- Also known as: My View
- Genre: News program; Current affairs; Opinion-based; Talk show;
- Created by: Suzanne Scott
- Presented by: Lara Trump
- No. of seasons: 1
- No. of episodes: 22

Production
- Production locations: New York City; Florida;
- Running time: 60 minutes

Original release
- Network: Fox News
- Release: February 22, 2025 – present

= My View with Lara Trump =

American talk show (2025–present)

My View with Lara Trump is an American television program that airs on Fox News and is hosted by Lara Trump, the daughter-in-law of the 45th and 47th President of the United States Donald Trump. The program airs every Saturday at 9 p.m. ET from either the Fox News headquarters in New York City or her Florida home studio.

Taking over the slot held by One Nation with Brian Kilmeade, which was moved to Sunday, it features commentary and conversations with notable people. The first episode premiered on February 22, 2025, and was watched by 2.4 million people according to Nielsen Ratings. The premiere episode included appearances by Tulsi Gabbard, the Director of National Intelligence; Pam Bondi, the United States Attorney General; and Karoline Leavitt, the White House Press Secretary.

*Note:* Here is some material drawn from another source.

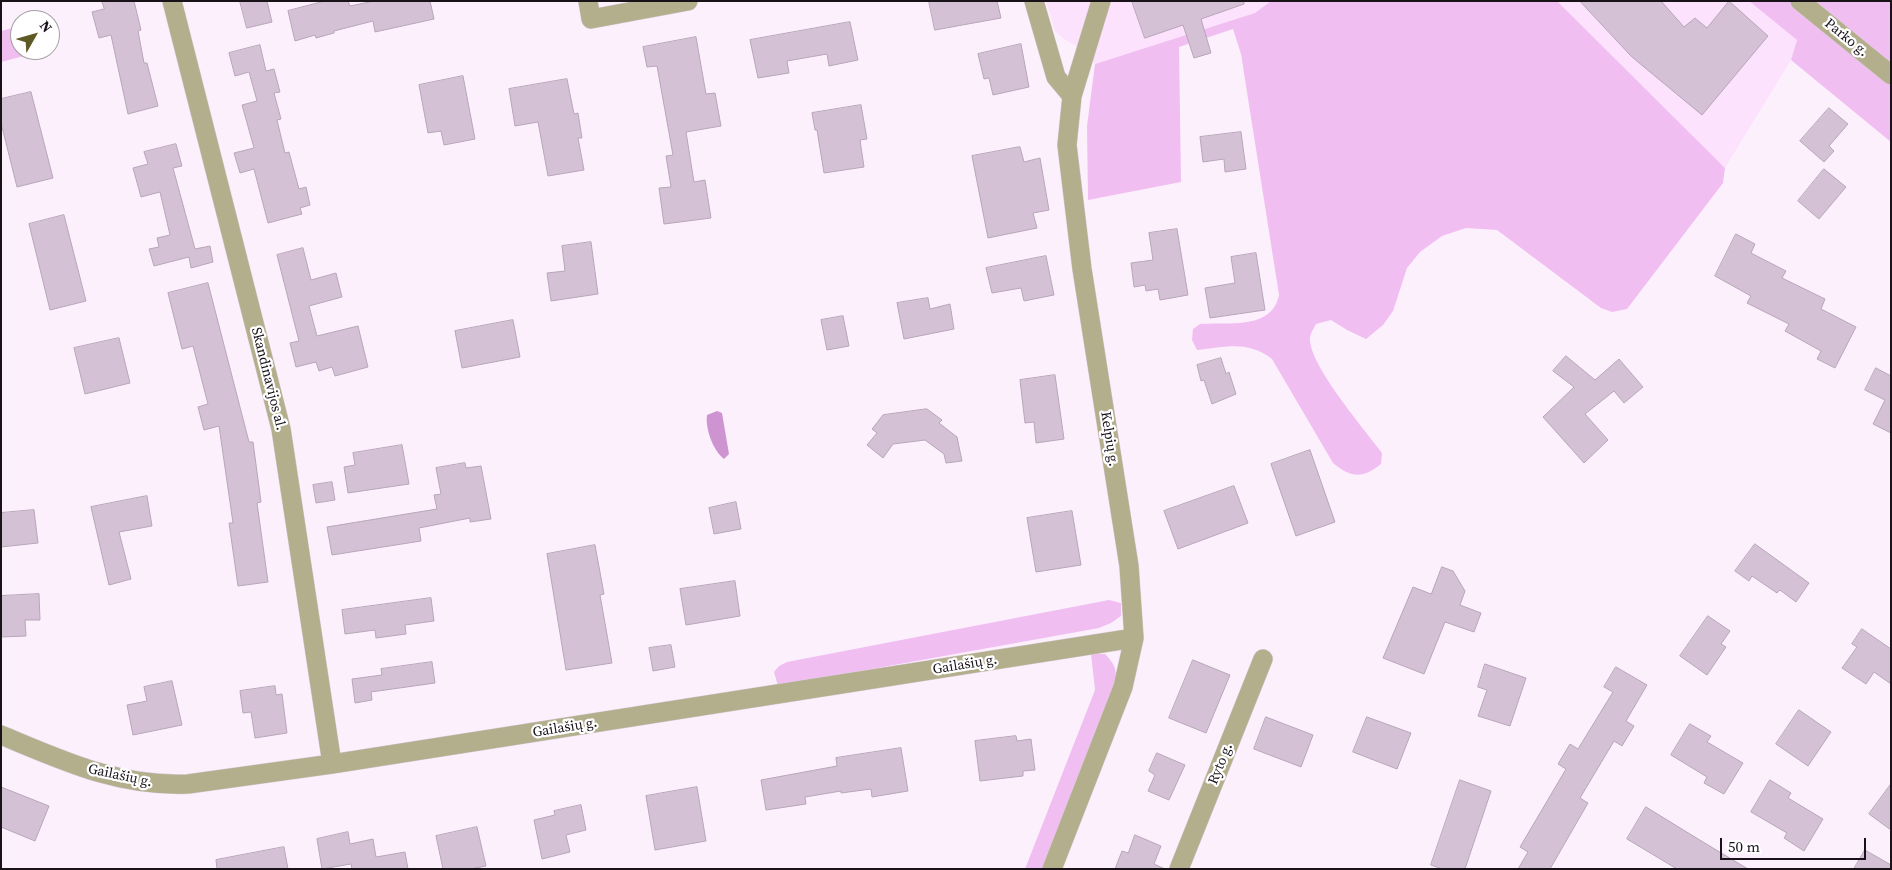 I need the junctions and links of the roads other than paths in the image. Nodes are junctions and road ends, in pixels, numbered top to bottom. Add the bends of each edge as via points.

The show enabled her to share her thoughts with conservative audiences, influencing how they view the second presidency of Donald Trump. Eric Cortellessa of Time magazine called the show "a capstone in the symbiotic relationship between Trump and Fox".

==Reception==
Catherine Bouris of The Daily Beast criticized the show, saying that "the interviews were fairly painful to watch" since it is obvious each person is "attempting to hit talking points that have been approved by the powers-that-be". She concluded, "This presidential pandering makes the entire show feel like little more than incredibly amateur theater rather than something that passes for journalism."